__Assignment__. Which lines of the records below contain the word "dead"? Show each one.

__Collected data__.
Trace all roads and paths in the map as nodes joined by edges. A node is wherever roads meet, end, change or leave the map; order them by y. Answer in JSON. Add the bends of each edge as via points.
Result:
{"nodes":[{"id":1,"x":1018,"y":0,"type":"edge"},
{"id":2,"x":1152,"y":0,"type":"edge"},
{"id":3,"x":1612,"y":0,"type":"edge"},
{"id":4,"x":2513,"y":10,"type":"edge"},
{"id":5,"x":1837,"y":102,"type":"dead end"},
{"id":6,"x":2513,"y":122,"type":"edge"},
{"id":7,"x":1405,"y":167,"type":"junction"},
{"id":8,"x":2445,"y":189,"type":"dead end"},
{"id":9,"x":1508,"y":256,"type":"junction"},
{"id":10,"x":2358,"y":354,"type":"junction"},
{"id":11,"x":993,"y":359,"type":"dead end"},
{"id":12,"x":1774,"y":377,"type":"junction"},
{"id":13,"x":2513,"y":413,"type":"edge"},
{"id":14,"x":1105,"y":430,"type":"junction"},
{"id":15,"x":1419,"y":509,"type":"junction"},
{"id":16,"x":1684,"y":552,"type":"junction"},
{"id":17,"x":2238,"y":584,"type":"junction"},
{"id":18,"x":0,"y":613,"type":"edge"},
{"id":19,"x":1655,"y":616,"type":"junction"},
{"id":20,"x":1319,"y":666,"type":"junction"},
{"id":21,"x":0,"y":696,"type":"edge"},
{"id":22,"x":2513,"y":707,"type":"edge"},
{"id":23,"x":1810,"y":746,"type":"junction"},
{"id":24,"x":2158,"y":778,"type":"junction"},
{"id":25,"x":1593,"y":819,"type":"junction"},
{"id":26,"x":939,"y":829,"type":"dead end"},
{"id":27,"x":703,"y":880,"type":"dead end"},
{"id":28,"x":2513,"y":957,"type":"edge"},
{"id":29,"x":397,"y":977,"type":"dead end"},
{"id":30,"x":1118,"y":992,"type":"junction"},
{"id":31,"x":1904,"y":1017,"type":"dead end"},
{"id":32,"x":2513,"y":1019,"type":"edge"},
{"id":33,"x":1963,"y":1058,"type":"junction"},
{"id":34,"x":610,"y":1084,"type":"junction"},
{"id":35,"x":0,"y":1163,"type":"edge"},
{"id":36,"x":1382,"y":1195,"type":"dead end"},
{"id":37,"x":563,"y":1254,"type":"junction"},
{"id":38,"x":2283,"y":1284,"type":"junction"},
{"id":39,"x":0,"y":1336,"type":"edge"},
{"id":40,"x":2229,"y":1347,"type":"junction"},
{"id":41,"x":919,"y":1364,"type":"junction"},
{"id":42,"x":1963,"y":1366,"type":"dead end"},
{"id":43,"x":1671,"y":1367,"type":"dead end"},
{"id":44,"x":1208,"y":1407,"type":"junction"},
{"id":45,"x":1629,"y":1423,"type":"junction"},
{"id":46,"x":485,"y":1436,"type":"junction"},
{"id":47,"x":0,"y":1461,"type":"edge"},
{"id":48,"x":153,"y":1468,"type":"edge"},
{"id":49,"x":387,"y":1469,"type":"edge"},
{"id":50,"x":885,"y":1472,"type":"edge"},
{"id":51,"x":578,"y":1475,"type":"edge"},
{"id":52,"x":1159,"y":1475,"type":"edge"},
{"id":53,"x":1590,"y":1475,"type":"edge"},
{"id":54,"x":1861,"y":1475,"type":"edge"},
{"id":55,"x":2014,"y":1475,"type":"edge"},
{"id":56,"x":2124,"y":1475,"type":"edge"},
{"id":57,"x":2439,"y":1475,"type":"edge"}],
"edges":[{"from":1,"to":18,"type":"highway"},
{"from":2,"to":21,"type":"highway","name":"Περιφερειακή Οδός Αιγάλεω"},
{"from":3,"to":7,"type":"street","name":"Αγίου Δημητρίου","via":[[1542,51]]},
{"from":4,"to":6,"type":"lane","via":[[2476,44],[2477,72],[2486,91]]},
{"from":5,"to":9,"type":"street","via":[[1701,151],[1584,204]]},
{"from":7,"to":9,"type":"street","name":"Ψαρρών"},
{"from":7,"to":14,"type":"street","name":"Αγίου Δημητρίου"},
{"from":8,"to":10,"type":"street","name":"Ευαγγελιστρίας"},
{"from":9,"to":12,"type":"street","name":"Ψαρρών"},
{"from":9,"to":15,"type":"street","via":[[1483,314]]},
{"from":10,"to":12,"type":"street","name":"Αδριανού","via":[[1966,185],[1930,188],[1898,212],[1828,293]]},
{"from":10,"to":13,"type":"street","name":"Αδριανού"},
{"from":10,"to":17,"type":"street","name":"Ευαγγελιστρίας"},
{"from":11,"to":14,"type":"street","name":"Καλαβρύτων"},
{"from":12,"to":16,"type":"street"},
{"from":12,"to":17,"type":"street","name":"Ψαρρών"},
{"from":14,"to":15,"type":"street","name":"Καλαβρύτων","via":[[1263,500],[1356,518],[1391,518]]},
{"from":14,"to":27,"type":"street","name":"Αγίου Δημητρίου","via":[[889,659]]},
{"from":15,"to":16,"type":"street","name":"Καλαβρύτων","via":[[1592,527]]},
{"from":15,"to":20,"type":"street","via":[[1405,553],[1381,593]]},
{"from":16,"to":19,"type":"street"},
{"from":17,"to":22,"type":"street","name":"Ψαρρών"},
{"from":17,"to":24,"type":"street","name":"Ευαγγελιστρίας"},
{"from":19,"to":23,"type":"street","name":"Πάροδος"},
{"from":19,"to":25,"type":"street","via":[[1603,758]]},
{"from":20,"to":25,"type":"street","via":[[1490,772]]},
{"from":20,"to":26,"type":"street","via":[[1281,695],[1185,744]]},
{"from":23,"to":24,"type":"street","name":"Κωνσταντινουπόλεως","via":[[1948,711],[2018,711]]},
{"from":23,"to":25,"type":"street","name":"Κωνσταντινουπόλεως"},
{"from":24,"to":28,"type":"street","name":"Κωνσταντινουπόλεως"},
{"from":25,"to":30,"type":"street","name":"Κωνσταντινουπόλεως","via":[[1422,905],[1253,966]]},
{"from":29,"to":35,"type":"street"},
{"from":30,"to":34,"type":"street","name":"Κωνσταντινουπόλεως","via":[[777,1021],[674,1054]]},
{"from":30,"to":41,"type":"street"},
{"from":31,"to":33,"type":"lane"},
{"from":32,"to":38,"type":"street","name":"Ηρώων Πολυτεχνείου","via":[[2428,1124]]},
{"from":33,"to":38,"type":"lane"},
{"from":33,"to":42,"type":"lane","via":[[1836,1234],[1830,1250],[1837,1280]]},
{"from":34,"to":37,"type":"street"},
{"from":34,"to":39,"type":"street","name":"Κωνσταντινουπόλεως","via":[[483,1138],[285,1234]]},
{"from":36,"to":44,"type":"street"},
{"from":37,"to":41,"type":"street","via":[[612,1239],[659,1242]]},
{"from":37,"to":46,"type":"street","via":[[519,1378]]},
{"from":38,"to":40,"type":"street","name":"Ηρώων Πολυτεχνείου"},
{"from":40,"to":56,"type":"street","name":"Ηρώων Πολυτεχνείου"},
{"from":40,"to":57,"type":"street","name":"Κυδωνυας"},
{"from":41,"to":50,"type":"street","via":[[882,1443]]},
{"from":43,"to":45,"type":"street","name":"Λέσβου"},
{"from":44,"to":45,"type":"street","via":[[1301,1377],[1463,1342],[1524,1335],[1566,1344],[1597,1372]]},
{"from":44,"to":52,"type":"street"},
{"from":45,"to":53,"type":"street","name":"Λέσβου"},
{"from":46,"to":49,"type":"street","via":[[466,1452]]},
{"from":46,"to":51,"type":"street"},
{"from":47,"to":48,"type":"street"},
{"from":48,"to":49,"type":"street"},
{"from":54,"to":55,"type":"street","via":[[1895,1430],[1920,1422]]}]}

__Final answer__.
{"id":5,"x":1837,"y":102,"type":"dead end"},
{"id":8,"x":2445,"y":189,"type":"dead end"},
{"id":11,"x":993,"y":359,"type":"dead end"},
{"id":26,"x":939,"y":829,"type":"dead end"},
{"id":27,"x":703,"y":880,"type":"dead end"},
{"id":29,"x":397,"y":977,"type":"dead end"},
{"id":31,"x":1904,"y":1017,"type":"dead end"},
{"id":36,"x":1382,"y":1195,"type":"dead end"},
{"id":42,"x":1963,"y":1366,"type":"dead end"},
{"id":43,"x":1671,"y":1367,"type":"dead end"},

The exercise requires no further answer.